Star Wars’ Most Iconic Planet Was Supposed To Look Very Different
Instead of as a desert, the iconic Star Wars planet Tatooine was originally conceived as a jungle planet.
One of the enduring ironies of Star Wars is that Tatooine never leaves the story for long, in spite of it being set in a vast galaxy of inhabited worlds. What you may not know is that, as impossible as it may be to imagine Tatooine as anything but the bleak desert planet we’ve seen so often, it was almost a much different environment. George Lucas originally wanted the hero of his movie to be introduced on a jungle planet.
In 1977, George Lucas told Time Magazine that not only had he originally envisioned Luke Skywalker’s home as a jungle planet, but the idea went so far as to send producer Gary Kurtz to the Philippines to scout for locations. Had the Star Wars creator settled on Tatooine as a jungle, it would have placed the latter half of A New Hope‘s production in the Philippines at the same time as another very different kind of epic filmed there; principal photography on Francis Ford Coppola‘s Apocalypse Now began in the Philippines in March, 1976.
Apparently, George Lucas’s imagination was bigger than his constitution.
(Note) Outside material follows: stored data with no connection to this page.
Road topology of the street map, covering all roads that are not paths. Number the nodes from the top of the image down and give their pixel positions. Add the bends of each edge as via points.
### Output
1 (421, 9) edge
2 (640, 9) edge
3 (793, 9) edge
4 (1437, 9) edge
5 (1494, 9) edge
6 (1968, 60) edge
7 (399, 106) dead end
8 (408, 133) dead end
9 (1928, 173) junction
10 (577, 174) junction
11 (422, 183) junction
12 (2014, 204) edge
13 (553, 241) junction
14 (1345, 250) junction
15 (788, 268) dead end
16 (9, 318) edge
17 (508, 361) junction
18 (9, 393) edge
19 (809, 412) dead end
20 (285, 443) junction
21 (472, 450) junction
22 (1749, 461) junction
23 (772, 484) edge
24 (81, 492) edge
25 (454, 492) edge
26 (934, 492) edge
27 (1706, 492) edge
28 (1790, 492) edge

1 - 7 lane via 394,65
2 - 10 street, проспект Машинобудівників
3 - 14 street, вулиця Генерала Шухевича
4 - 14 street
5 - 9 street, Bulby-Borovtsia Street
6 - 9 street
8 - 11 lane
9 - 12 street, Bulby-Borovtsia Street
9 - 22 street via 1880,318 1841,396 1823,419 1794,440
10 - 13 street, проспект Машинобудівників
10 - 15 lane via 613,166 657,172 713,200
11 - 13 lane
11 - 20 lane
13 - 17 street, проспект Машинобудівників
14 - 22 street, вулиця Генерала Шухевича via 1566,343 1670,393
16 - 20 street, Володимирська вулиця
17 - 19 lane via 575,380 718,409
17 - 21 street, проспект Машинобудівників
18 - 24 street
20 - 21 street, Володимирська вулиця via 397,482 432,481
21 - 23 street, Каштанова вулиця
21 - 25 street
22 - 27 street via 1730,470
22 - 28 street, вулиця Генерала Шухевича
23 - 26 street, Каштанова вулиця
Time says the thought of shooting Star Wars in the jungle for months made the director “itchy” and so Tatooine was turned into a desert. And so, instead of in the Philippines, the name “Lucasfilm” would become a familiar one in Tunisia.
It is curious to consider what would have happened had Star Wars gone with the original idea of Tatooine being a jungle. Assuming it didn’t impact the success of the film series, the franchise’s original trilogy would have looked a lot different. For the 1995 home release of the remastered versions of the films, film critic Leonard Maltin interviewed Lucas (via YouTube), and the director said he came up with the different environments of the movies in contrast with one another.
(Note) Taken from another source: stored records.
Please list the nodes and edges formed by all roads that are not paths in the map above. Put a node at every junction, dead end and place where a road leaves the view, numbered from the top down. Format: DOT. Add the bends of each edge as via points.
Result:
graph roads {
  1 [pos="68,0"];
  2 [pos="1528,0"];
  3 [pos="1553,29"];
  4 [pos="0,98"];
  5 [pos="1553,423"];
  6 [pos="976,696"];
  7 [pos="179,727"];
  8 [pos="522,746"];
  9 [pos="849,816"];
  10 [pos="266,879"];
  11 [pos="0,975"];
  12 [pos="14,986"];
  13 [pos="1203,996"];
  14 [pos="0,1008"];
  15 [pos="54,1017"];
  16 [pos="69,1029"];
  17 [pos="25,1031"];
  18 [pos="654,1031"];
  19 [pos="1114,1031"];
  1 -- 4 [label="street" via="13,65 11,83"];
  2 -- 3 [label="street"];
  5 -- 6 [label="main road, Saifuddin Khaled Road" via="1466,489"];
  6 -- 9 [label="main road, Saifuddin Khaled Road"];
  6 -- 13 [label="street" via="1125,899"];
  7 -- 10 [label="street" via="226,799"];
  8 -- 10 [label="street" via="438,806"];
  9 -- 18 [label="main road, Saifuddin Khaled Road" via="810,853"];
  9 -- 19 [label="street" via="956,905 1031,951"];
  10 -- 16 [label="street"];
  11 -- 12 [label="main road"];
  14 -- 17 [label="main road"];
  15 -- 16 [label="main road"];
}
“In the first movie, we’re on a sand thing; it was all kind of a brown color. And so in the second one I put it in the snow and it was all kind of white, and then I did the green, you know, swampy kind of thing… And in the third one… a forest was really the only thing I had left.”
George Lucas on his choices of environments for the original Star Wars trilogy
In other words, if Star Wars had gone ahead and featured Tatooine as a jungle, all of the other terrains would likely have been different, as well. Hoth, Dagobah, Endor, and Bespin could have all been completely different kinds of planets.
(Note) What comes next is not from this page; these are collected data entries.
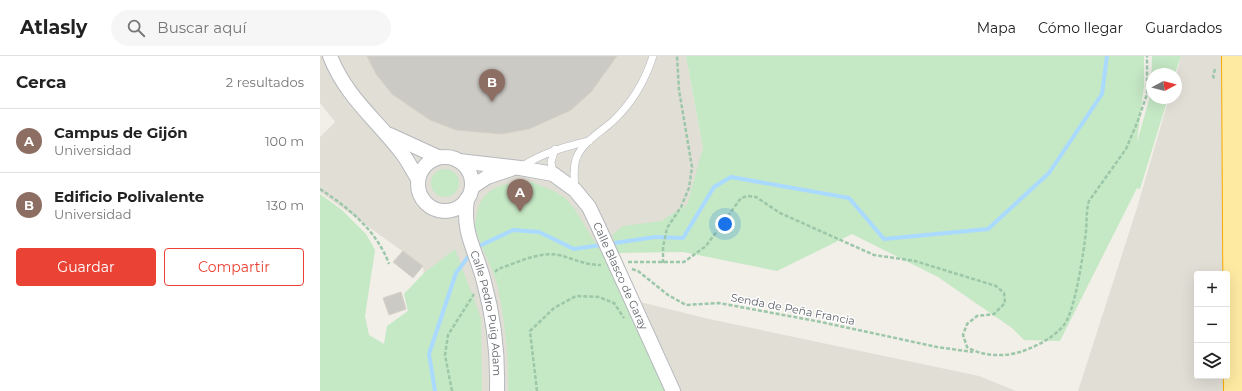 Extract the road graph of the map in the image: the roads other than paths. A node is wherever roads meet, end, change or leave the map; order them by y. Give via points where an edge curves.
1 (330, 56) edge
2 (653, 56) edge
3 (1233, 56) edge
4 (384, 132) junction
5 (589, 141) junction
6 (555, 149) junction
7 (438, 157) junction
8 (459, 161) junction
9 (517, 168) junction
10 (553, 174) junction
11 (418, 180) junction
12 (575, 190) junction
13 (469, 193) junction
14 (442, 211) junction
15 (468, 237) junction
16 (497, 391) edge
17 (672, 391) edge
18 (1235, 391) edge

1 - 4 street via 344,86
2 - 5 lane via 648,72 635,96
3 - 18 highway
4 - 7 street
4 - 11 street via 403,154
5 - 6 lane
5 - 12 lane via 577,157 574,171
6 - 9 lane
6 - 10 lane via 551,162
7 - 8 street
7 - 11 street via 423,168
8 - 9 street
8 - 13 street via 469,173
9 - 10 street
9 - 13 street via 487,177
10 - 12 street, Calle Blasco de Garay
11 - 14 street via 418,189 424,202
12 - 17 street, Calle Blasco de Garay via 589,207
13 - 14 street via 456,208
13 - 15 street, Calle Pedro Puig Adam via 464,216
14 - 15 street, Calle Pedro Puig Adam via 457,222
15 - 16 street, Calle Pedro Puig Adam via 479,264 495,332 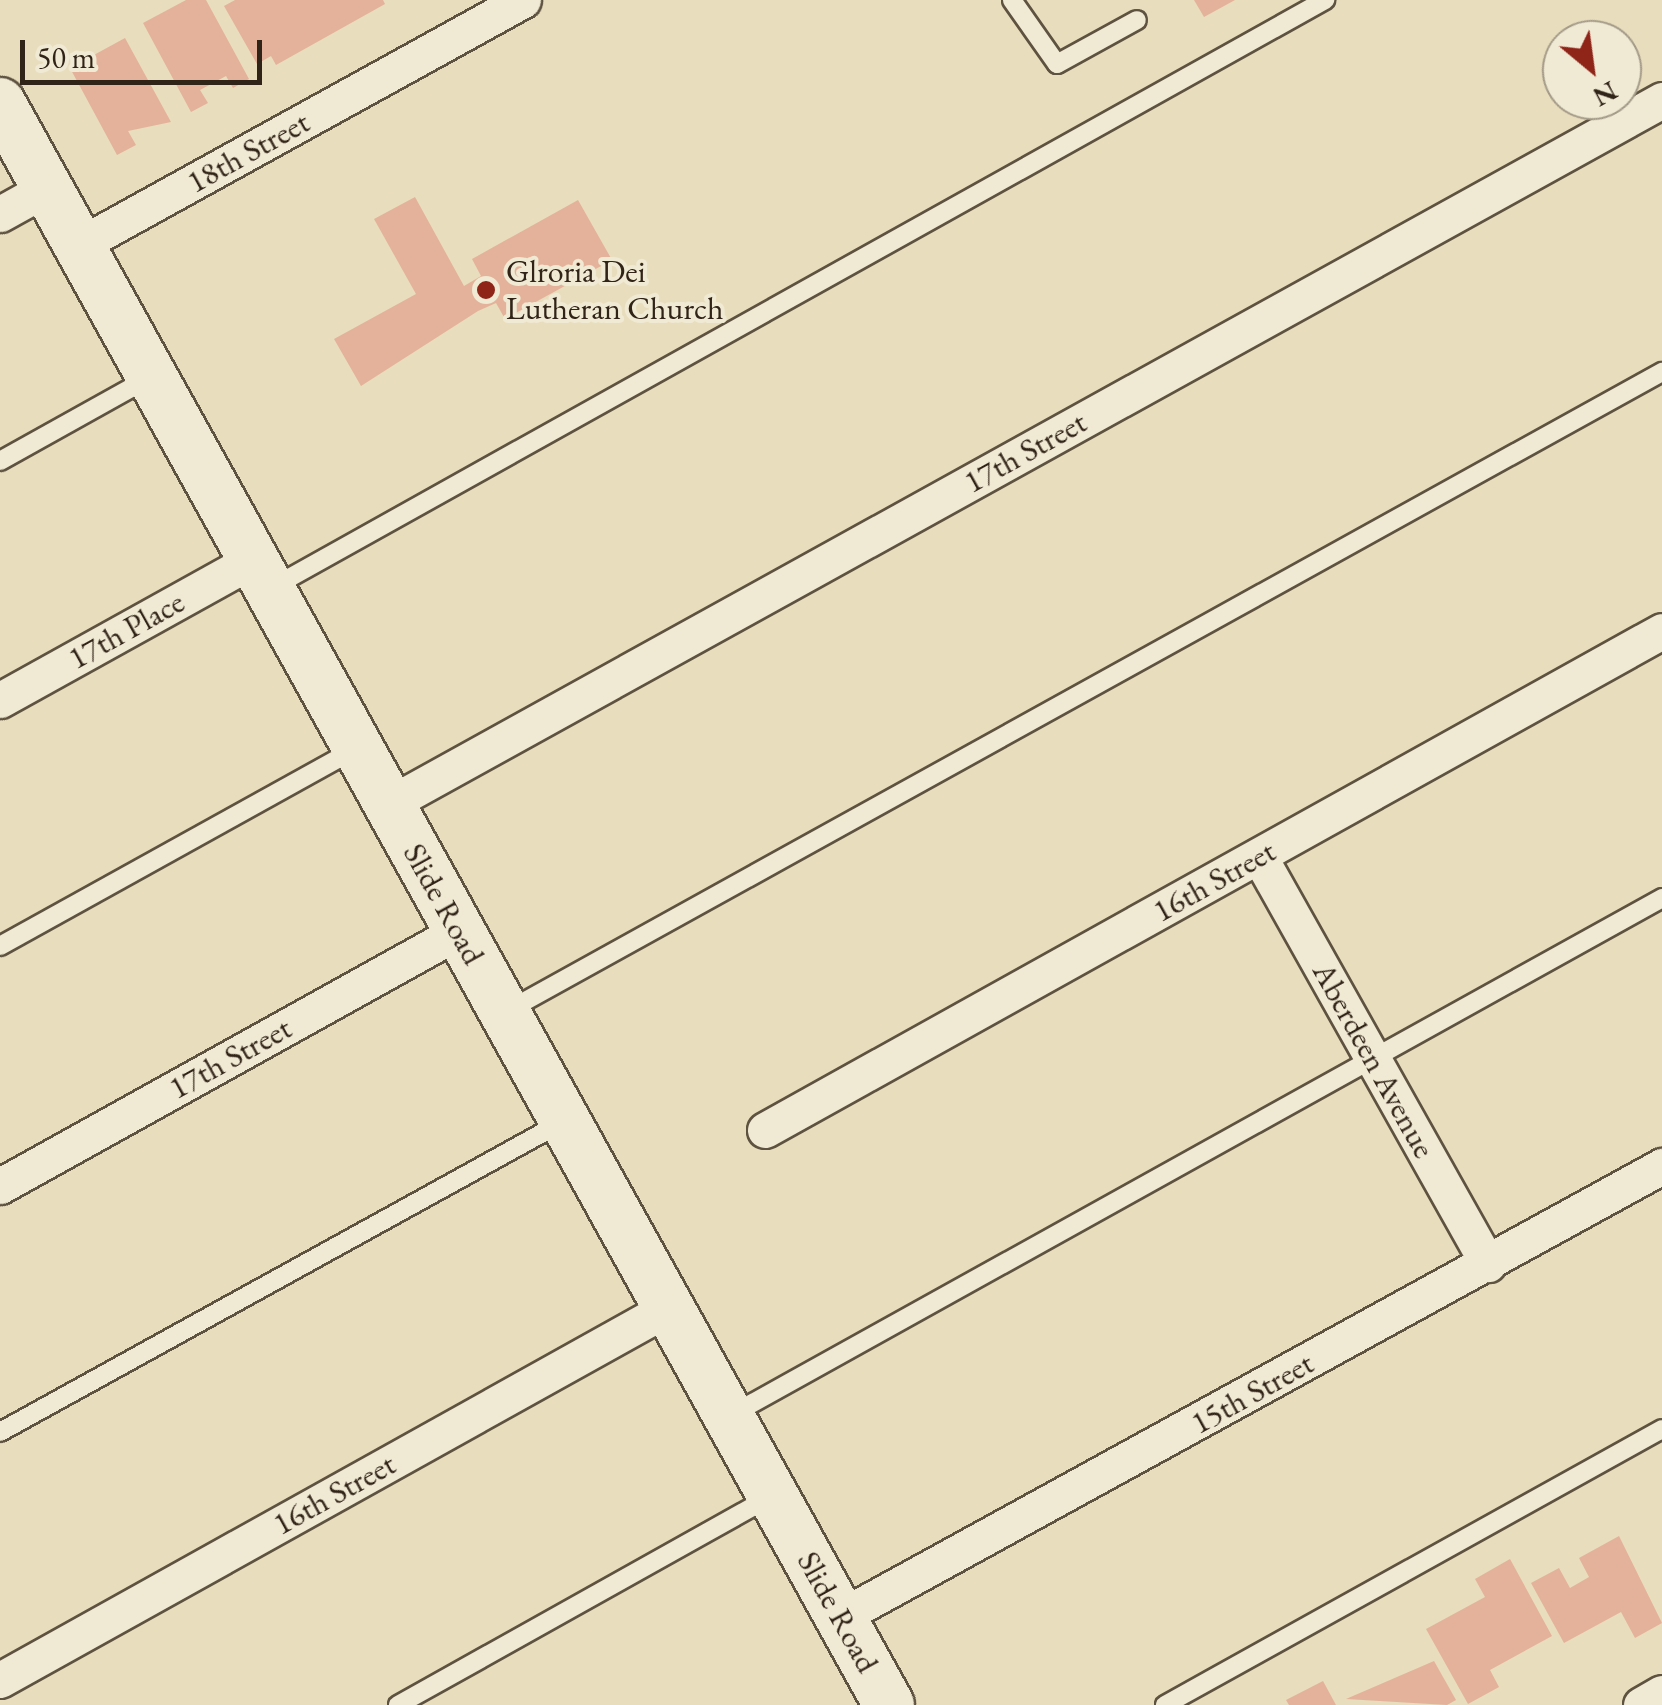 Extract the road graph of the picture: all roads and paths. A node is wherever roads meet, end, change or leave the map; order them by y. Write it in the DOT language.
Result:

In fact, it wasn’t just the terrain of the Skywalker home that was almost much different; Star Wars came close to not calling the planet “Tatooine.” As CBR recalled, in the first script for Star Wars, the planet’s name was instead Utapau and Lucas would again try to use the name for the world that would eventually become Naboo in 1999’s The Phantom Menace. Audiences finally got to visit Utapau in 2002’s Revenge of the Sith; it’s the site of Ewan McGregor’s beloved “hello there” moment before fighting General Grievous.